America’s per capita health care spending dwarfs that of other industrialized nations. But for what benefits? Americans don’t live as long as citizens of other industrialized nations; many American’s face bankruptcy by health care spending, a phenomena unique to the US; and, with the current growth rate of Medicare and Medicaid, the federal budget will have to take away funding from other social programs just to keep up with health care spending over the next few decades. America obviously needs reform.
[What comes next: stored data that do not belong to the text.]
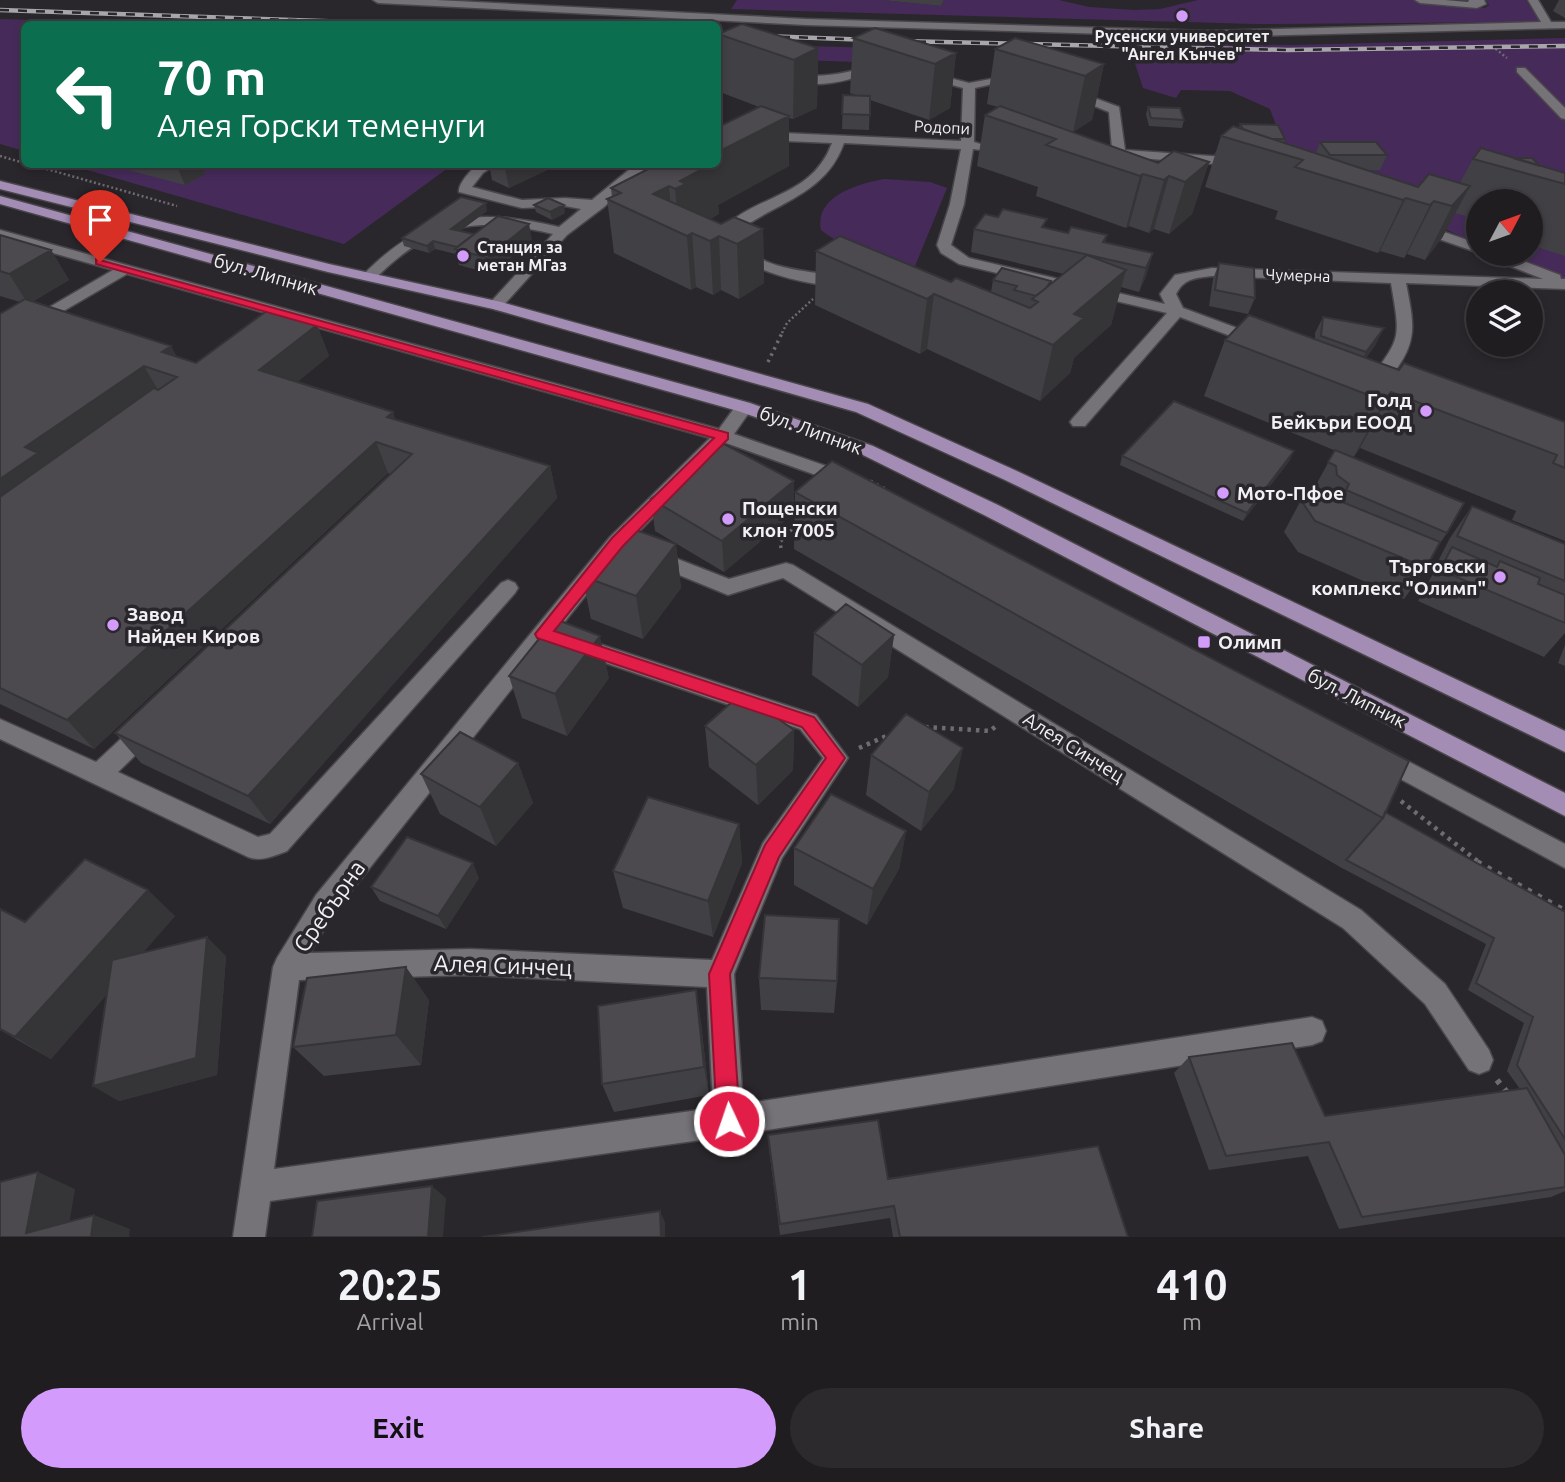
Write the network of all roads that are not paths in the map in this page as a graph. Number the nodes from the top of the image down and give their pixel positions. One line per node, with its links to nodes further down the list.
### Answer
1 (378, 0): 5 (street)
2 (1420, 0): 3 (street)
3 (1479, 0)
4 (1532, 0): 9 (street)
5 (542, 3): 7 (street)
6 (655, 3): 7 (street)
7 (640, 12): 9 (street)
8 (1565, 25): 9 (street)
9 (1548, 26)
10 (891, 66): 13 (street)
11 (913, 70): 15 (street)
12 (1521, 70): 17 (street)
13 (775, 72)
14 (1026, 77): 15 (street)
15 (969, 86): 20 (street)
16 (1062, 90): 23 (street)
17 (1565, 114)
18 (721, 134): 19 (street, Родопи)
19 (839, 140): 20 (street, Родопи); 40 (street)
20 (970, 146): 21 (street, Родопи); 39 (street)
21 (997, 147)
22 (1092, 152): 23 (street)
23 (1119, 153): 24 (street)
24 (1251, 163)
25 (482, 168): 29 (street)
26 (639, 168): 29 (street)
27 (0, 185): 36 (main road, бул. Липник)
28 (0, 200): 47 (main road, бул. Липник)
29 (598, 204): 31 (street)
30 (1403, 222): 33 (street)
31 (562, 232): 36 (street); 42 (street)
32 (0, 234): 35 (street)
33 (1466, 244)
34 (1522, 266): 38 (street)
35 (125, 269): 44 (street); 49 (street)
36 (369, 277): 42 (main road, бул. Липник)
37 (1398, 278): 38 (street, Чумерна); 43 (street, Чумерна); 46 (street)
38 (1565, 283)
39 (1070, 284): 41 (street); 43 (street)
40 (862, 287)
41 (1055, 304)
42 (496, 305): 56 (main road, бул. Липник)
43 (1177, 310): 45 (street); 48 (street)
44 (0, 343)
45 (1276, 347)
46 (1375, 384)
47 (744, 407): 49 (street, Сребърна); 59 (main road, бул. Липник)
48 (1079, 422)
49 (723, 436): 50 (street); 51 (street, Сребърна)
50 (869, 489)
51 (617, 542): 53 (street, Сребърна); 64 (street, Алея Синчец)
52 (508, 588): 58 (street)
53 (543, 634): 61 (street, Сребърна); 62 (street)
54 (167, 709): 58 (street)
55 (0, 728): 58 (street)
56 (1565, 742)
57 (1362, 747): 60 (street)
58 (99, 775)
59 (1565, 805)
60 (1565, 857)
61 (287, 967): 62 (street, Алея Синчец); 66 (street, Сребърна)
62 (720, 974): 65 (street)
63 (1312, 1031): 65 (street)
64 (1479, 1060)
65 (729, 1121): 66 (street)
66 (256, 1187): 67 (street, Сребърна)
67 (249, 1237)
'US Capitol Building' by jcolman
Photo by jcolman

But what isn’t obvious is how reform should manifest. Should we push for a single-payer system similar to those in Japan, the UK, and Taiwan, or should the new system be more like Switzerland’s and utilize private insurers? However, with an issue as delicate and important as health care reform, any proposal will need solidarity in the American public. At the very least, the American legislative system demands it — reform that lacks solidarity is bound to fail.

Single-payer proposals promise intricacies that affect too many stakeholders — throw out the private insurers, scrap the system, we’re starting over. Since when has any mammoth proposal come close to making it through congress? There will be too many details in a single-payer plan for lawmakers to bicker about.
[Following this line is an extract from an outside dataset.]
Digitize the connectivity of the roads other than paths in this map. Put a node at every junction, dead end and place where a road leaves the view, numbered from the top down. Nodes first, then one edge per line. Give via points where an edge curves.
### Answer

The Clinton health reform plan of the early 1990′s was born into a climate similar to the one the Obama plan will inevitably meet. But the Clinton plan failed to pass. Why? Even though it didn’t propose anything as radical as single-payer health care, it tried to overstretch the piecemeal limits of American legislative progress.

Health care needs reform, but reform needs united support to ensure success. While single-payer systems have an excellent track record in other nations for lowering health care costs and maintaining admirable health outcomes (high life expectancy, low infant mortality, etc.), a single-payer proposal just won’t pass in the United States. Even if a single-payer system is the best option, proponents of reform need to be realistic. Piecemeal change is the name of the game, and we need a plan that will actually make it through congress.